>>>>

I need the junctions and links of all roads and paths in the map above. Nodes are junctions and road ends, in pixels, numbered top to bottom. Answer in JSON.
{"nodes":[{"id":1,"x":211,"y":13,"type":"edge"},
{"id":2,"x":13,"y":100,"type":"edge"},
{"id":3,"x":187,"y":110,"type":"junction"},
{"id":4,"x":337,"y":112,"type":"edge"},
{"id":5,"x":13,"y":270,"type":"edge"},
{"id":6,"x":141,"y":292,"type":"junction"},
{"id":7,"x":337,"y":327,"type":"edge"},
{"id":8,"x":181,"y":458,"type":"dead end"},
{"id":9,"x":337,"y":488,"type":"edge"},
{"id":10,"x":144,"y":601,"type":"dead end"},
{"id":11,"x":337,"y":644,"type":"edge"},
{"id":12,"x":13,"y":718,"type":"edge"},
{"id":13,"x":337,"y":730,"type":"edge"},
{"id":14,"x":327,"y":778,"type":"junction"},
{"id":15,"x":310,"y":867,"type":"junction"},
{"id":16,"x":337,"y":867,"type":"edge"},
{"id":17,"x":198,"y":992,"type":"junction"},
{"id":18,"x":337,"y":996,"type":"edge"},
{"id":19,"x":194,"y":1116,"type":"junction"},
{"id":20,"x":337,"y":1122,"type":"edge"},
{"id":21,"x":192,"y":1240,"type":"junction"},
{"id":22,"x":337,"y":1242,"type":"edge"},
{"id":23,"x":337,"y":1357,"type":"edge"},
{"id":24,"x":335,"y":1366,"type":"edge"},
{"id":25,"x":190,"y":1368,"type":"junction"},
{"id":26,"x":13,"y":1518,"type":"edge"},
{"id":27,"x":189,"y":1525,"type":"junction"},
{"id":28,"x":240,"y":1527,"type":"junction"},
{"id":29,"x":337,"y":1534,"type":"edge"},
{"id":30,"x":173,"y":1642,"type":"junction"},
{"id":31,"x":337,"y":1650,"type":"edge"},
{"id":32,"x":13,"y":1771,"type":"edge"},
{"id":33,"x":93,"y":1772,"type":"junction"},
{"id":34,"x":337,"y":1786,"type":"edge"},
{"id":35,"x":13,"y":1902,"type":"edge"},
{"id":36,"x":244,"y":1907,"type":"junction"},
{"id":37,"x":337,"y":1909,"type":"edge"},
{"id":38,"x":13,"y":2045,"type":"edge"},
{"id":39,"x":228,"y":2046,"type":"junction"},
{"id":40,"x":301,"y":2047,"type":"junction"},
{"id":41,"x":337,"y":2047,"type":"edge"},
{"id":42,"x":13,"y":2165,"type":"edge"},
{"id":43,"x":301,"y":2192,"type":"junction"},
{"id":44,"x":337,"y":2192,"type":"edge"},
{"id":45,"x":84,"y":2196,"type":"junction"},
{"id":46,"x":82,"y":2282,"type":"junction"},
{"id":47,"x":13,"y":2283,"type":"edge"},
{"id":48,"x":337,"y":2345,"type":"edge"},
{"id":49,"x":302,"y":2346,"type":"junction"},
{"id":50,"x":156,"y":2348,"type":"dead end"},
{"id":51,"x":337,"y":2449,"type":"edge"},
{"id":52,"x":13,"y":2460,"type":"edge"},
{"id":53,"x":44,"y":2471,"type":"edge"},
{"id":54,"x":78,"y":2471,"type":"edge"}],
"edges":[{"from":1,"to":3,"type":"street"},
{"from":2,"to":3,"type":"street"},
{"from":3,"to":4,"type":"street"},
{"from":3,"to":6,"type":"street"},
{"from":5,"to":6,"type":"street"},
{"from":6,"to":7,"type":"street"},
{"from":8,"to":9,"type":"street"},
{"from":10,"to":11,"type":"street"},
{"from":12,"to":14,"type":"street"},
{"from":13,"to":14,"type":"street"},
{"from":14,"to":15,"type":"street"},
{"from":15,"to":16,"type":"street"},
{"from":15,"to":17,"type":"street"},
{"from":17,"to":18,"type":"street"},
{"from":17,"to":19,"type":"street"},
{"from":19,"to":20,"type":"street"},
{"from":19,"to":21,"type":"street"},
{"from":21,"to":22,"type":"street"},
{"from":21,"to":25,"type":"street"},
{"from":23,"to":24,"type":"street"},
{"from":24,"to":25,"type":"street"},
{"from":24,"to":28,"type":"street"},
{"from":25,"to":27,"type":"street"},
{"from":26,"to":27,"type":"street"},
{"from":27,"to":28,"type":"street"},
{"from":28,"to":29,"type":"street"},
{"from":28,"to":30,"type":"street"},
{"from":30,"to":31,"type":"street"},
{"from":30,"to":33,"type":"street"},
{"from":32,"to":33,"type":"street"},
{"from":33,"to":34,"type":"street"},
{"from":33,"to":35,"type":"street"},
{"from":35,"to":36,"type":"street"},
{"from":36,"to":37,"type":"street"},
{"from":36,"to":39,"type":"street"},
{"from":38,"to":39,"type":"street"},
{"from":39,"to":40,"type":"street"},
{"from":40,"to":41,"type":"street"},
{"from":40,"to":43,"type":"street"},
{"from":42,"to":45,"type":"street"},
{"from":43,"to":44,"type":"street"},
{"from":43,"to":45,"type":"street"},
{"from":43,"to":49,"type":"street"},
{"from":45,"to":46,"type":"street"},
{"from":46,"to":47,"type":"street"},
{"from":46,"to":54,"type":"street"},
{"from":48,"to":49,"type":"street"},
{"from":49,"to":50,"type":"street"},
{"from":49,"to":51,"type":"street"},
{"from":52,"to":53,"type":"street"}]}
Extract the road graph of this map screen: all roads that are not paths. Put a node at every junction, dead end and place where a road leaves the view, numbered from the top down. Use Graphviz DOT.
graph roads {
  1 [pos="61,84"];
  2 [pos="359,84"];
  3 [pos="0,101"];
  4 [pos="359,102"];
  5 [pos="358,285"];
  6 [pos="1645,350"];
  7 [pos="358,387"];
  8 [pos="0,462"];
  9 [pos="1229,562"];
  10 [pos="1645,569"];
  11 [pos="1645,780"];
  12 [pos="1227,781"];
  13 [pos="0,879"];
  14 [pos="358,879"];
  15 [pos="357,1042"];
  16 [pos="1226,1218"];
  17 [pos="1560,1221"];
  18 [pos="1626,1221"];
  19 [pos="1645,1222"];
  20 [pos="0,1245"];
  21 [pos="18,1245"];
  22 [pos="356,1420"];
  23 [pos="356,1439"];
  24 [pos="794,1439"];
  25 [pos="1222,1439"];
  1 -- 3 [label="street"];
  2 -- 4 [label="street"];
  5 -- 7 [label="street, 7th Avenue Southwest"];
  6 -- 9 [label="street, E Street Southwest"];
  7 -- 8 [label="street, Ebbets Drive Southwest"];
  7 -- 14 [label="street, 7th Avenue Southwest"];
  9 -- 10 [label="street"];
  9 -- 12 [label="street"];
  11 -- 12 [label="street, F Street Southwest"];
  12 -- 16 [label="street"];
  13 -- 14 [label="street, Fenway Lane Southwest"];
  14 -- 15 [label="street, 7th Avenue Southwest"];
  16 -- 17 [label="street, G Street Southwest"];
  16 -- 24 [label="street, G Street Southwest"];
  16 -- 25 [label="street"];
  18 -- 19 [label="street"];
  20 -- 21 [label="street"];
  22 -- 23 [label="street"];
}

<<<<

__ACTIVITY__. Read through the data and copy every line where "dead" shows up.

__SOLUTION FOR THIS EXERCISE__.
{"id":8,"x":181,"y":458,"type":"dead end"},
{"id":10,"x":144,"y":601,"type":"dead end"},
{"id":50,"x":156,"y":2348,"type":"dead end"},
Extract the road graph of this map screen: all roads that are not paths. Put a node at every junction, dead end and place where a road leaves the view, numbered from the top down. Use Graphviz DOT.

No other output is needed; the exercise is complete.